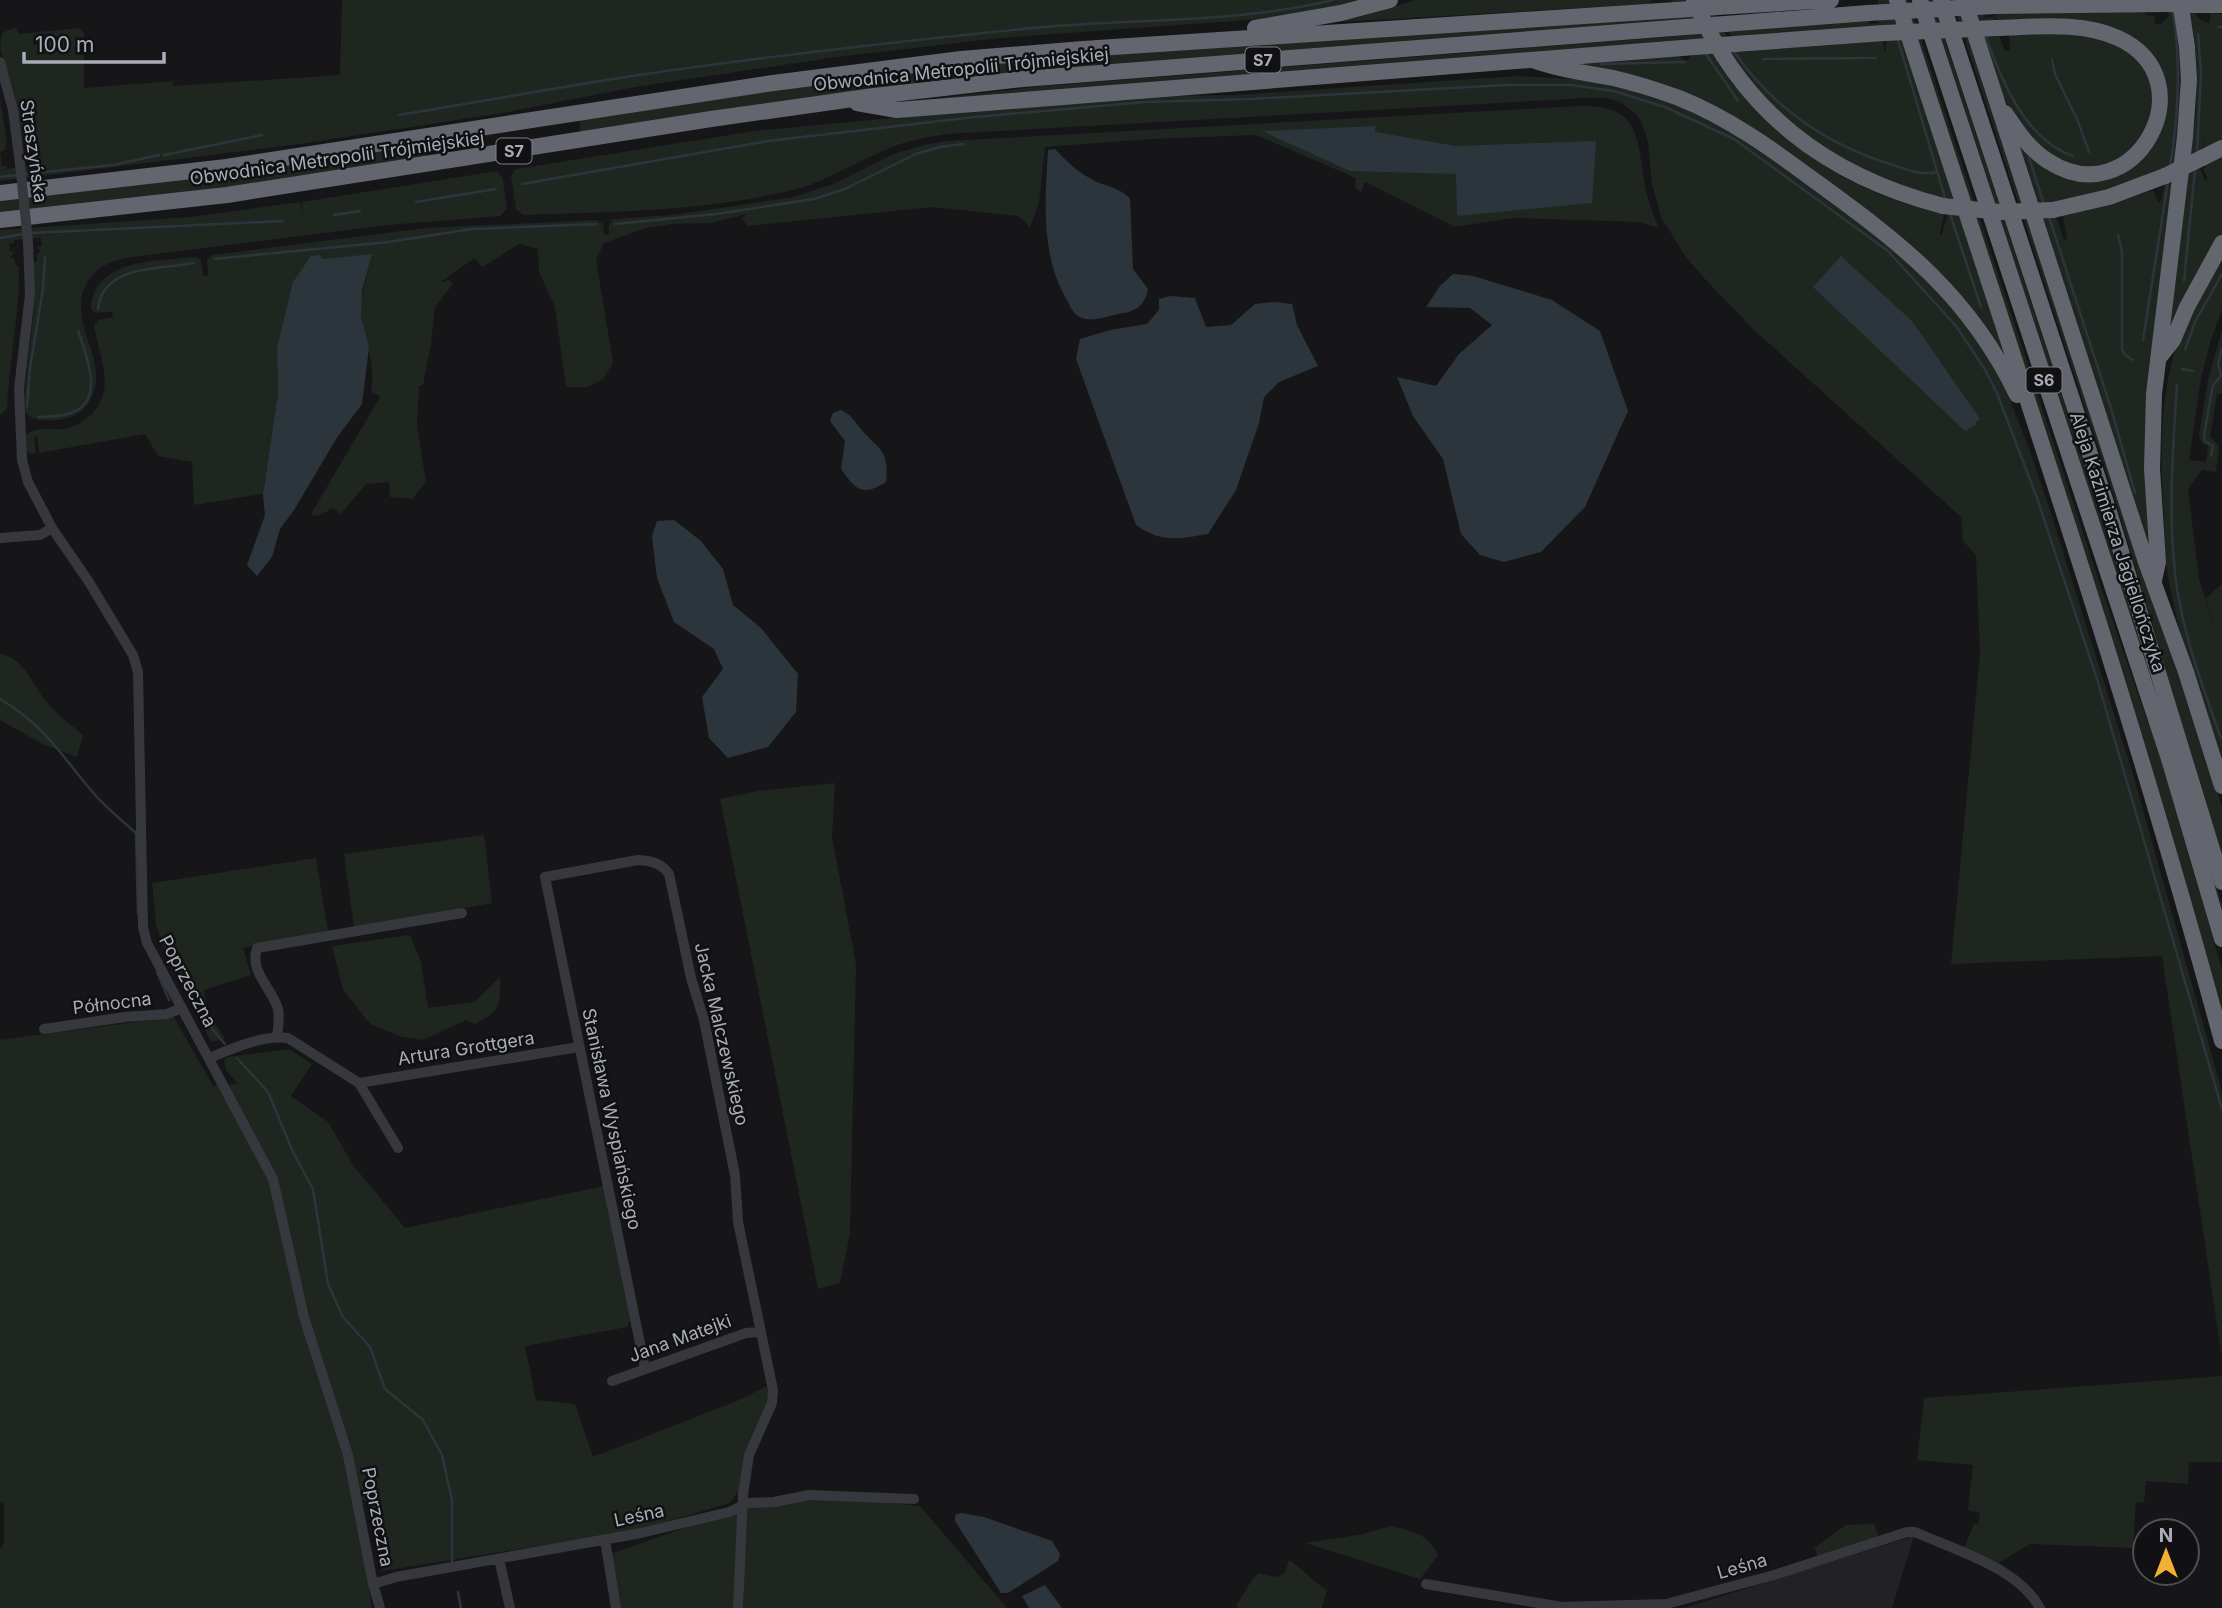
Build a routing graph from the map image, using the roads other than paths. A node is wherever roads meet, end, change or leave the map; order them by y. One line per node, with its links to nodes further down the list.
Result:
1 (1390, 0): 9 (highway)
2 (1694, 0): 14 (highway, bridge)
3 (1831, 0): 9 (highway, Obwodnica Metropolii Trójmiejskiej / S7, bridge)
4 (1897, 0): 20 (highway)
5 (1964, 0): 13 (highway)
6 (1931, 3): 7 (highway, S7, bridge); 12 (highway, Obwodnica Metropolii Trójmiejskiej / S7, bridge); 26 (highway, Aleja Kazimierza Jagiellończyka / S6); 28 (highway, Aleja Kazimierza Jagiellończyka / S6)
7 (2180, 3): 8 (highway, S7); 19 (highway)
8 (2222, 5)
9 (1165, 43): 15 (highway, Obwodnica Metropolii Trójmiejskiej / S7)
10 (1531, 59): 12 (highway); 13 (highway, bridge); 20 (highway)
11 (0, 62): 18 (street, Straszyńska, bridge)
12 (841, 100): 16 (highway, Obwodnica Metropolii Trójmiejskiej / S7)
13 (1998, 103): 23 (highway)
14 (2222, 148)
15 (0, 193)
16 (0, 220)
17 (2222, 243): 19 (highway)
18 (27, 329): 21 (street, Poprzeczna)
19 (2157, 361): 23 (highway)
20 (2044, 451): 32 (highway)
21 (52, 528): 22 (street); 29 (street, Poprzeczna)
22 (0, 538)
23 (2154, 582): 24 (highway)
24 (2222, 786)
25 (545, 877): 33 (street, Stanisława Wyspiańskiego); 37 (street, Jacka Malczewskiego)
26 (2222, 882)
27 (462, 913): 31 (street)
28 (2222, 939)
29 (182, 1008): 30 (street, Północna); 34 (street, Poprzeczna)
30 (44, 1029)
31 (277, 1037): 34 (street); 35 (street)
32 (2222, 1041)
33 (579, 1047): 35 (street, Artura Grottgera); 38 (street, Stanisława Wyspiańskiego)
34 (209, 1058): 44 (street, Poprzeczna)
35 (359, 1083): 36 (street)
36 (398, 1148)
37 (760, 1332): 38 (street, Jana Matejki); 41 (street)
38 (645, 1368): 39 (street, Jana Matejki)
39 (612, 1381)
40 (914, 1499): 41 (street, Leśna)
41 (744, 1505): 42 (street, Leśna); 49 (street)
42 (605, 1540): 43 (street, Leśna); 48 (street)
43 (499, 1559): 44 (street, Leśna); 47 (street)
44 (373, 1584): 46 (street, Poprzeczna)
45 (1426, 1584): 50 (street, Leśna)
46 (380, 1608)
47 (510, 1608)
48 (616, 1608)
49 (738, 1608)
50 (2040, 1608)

---

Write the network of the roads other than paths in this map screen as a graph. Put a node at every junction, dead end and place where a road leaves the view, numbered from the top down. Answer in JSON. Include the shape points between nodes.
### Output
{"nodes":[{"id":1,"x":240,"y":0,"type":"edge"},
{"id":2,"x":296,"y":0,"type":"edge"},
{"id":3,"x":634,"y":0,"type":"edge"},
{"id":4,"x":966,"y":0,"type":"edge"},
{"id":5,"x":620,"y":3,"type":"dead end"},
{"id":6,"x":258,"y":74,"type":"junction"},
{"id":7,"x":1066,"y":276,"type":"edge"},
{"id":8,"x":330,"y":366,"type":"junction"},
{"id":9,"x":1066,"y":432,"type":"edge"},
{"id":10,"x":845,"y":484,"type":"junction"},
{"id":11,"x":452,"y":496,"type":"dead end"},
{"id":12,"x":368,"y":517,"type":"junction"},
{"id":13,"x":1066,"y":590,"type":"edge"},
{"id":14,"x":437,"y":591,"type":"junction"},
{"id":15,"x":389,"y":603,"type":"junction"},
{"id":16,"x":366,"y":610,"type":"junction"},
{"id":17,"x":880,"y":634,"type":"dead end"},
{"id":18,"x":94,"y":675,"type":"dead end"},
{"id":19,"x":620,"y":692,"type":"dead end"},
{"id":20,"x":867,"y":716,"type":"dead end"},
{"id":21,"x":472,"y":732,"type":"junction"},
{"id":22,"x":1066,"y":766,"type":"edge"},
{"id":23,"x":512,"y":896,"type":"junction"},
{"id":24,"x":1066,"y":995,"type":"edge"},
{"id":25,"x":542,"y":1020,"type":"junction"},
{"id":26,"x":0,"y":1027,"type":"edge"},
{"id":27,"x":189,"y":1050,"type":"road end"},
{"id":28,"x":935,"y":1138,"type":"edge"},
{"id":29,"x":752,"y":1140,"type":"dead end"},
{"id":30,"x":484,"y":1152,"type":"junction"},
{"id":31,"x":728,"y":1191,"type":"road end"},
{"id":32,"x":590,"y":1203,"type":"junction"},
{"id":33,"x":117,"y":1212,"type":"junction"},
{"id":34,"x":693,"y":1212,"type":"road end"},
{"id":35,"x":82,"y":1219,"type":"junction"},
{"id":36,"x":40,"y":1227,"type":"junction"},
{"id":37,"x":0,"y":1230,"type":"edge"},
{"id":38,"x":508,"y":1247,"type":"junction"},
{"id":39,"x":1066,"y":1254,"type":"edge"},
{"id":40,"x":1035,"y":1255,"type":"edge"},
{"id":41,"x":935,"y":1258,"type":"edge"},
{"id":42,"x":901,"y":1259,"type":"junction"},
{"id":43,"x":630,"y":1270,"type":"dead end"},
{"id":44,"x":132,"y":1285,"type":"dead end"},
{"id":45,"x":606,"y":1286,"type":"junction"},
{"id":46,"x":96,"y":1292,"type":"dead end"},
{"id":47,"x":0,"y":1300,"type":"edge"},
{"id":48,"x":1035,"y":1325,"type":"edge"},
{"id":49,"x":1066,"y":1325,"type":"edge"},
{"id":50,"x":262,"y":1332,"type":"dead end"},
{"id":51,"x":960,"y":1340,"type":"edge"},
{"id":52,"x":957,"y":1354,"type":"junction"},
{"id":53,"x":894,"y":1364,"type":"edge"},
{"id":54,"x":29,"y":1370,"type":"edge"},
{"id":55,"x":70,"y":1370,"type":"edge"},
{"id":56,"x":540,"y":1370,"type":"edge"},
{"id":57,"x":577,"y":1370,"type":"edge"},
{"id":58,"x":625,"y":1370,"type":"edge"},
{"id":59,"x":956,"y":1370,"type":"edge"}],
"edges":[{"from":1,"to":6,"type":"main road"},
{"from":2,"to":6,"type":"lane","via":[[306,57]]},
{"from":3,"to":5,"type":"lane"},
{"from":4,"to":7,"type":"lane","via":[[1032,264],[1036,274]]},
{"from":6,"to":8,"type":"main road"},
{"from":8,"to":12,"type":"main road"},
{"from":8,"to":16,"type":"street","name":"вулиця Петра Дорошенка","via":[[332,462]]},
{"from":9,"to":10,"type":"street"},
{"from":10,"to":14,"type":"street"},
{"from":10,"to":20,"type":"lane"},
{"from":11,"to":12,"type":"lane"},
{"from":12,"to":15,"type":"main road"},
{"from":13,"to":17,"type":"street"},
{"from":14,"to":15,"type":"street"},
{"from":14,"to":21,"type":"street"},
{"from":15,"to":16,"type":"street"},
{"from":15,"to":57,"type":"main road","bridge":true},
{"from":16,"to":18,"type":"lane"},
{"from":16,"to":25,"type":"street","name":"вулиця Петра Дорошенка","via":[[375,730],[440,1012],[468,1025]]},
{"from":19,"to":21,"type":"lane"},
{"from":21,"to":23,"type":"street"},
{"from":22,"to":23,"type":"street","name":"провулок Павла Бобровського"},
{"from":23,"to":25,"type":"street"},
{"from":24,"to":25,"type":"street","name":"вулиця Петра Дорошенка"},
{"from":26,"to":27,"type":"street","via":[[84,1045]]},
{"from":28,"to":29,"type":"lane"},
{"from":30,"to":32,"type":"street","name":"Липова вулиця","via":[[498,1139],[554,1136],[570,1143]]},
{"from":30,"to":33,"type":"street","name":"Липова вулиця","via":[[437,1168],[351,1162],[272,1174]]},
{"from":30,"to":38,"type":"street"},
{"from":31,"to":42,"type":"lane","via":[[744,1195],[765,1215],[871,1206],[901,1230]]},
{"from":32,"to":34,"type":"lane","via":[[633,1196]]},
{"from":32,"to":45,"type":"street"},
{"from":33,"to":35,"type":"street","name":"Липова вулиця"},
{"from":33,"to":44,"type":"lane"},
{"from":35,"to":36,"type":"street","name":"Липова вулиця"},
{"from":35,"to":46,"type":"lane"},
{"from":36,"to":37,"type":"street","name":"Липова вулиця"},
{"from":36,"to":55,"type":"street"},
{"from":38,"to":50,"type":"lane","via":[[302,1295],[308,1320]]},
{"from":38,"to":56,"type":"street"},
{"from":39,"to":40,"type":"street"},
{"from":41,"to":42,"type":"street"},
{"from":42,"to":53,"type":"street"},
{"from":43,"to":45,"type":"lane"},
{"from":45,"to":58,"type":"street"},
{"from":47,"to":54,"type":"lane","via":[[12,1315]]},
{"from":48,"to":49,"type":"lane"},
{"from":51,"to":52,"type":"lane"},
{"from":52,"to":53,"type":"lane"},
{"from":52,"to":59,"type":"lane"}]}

---

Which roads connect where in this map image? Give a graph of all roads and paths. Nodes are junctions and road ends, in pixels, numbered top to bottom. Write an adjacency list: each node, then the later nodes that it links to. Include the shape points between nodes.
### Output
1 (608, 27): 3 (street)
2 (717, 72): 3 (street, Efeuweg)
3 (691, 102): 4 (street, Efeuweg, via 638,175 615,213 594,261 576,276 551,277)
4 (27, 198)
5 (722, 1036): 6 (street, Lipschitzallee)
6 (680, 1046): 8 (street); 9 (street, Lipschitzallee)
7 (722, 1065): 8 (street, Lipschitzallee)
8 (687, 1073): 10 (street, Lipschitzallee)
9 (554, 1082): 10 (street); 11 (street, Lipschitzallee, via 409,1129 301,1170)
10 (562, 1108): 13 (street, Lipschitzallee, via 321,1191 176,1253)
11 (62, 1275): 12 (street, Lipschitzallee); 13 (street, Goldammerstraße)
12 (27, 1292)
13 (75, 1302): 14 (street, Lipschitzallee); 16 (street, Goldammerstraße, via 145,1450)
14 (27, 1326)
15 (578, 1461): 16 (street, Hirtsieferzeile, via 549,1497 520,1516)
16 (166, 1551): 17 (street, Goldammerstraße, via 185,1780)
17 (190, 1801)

(Work instruction)
Look through the entries above; copy every line holding the string "image".

(Exercise result)
Build a routing graph from the map image, using the roads other than paths. A node is wherever roads meet, end, change or leave the map; order them by y. One line per node, with its links to nodes further down the list.
Which roads connect where in this map image? Give a graph of all roads and paths. Nodes are junctions and road ends, in pixels, numbered top to bottom. Write an adjacency list: each node, then the later nodes that it links to. Include the shape points between nodes.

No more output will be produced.